For residents, these concerns will sound very familiar. In Audley and Betley, people regularly tell me about poor public transport links and stretched services. In Chesterton, Silverdale and Clayton, parents worry about school capacity and access to health care. People across our community want affordable homes and good local jobs – but they want reassurance that development will come with the services and infrastructure needed to support communities properly.
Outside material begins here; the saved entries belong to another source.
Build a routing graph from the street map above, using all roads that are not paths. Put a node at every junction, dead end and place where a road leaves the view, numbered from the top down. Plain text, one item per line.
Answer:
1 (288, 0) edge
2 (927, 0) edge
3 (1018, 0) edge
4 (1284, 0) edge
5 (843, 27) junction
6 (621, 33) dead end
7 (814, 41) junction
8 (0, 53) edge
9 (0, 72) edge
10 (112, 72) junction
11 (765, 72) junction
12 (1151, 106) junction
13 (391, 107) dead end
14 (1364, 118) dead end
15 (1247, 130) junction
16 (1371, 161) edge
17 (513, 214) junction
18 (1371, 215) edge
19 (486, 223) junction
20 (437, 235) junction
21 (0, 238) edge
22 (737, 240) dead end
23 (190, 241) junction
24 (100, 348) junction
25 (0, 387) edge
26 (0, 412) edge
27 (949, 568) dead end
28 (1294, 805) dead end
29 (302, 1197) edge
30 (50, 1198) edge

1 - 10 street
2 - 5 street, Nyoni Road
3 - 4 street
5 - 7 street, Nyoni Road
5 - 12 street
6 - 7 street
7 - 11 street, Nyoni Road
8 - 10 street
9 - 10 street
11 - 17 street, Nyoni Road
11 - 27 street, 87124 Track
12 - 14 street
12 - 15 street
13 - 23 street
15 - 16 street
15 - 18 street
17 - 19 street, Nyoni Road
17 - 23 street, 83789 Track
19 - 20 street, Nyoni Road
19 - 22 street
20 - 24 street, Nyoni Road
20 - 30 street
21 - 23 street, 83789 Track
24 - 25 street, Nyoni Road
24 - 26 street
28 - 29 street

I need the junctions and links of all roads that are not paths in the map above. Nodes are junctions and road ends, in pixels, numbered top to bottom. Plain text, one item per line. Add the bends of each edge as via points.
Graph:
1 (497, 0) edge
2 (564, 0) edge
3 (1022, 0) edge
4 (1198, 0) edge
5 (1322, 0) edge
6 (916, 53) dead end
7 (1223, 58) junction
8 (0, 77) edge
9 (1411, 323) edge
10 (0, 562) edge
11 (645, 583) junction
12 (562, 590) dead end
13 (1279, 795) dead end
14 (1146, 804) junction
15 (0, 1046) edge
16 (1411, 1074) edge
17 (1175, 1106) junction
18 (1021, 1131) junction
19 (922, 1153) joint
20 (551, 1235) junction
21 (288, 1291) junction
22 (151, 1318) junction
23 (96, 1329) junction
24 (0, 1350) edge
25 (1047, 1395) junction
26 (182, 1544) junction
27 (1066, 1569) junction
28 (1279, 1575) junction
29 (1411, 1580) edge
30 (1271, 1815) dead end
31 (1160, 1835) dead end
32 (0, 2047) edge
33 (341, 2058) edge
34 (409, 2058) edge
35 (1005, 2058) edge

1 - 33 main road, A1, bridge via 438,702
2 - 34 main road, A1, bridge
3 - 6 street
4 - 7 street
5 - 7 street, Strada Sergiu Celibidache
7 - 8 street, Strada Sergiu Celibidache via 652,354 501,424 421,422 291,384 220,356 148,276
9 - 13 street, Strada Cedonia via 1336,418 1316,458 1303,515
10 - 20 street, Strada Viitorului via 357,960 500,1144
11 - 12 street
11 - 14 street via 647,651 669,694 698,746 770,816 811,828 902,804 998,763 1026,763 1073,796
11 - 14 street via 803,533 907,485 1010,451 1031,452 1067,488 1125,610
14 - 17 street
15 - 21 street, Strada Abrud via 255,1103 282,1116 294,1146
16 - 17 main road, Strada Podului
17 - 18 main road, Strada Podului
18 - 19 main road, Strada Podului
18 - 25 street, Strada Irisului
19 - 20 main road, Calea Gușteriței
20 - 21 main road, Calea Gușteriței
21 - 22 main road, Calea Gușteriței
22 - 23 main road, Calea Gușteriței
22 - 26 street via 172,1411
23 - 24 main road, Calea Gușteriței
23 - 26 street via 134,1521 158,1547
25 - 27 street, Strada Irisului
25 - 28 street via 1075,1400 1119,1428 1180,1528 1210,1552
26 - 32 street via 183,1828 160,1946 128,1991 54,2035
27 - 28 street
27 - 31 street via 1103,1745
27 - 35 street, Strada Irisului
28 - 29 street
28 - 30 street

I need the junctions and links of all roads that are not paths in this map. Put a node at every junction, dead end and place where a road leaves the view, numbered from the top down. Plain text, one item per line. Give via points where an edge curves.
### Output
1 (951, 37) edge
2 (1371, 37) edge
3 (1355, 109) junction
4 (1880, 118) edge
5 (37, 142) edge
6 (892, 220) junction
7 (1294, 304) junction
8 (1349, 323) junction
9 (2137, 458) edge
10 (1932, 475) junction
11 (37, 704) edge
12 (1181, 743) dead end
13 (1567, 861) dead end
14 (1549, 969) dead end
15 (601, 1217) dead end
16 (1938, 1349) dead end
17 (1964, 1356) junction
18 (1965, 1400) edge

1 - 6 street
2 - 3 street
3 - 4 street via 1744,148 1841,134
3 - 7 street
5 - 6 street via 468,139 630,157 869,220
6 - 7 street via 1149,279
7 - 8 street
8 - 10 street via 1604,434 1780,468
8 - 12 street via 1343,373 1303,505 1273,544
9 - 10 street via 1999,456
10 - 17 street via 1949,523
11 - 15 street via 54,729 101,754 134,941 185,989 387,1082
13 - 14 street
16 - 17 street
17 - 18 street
The Local Plan is, at its heart, about community – about making sure change works for local people and improves the places where they live. And that sense of pride in our community and our country is something I see every day in Newcastle-under-Lyme. In recent weeks there has even been debate about how people show that pride, with flags appearing locally and sparking discussion. Pride in our flag and our country should be a good and unifying thing. It reminds us that residents care deeply about their identity, their community and their future.
That pride should be reflected in the Local Plan itself – in a strategy that protects what is special about our area, while ensuring new development is backed by the schools, health services, transport links and green spaces that people depend on.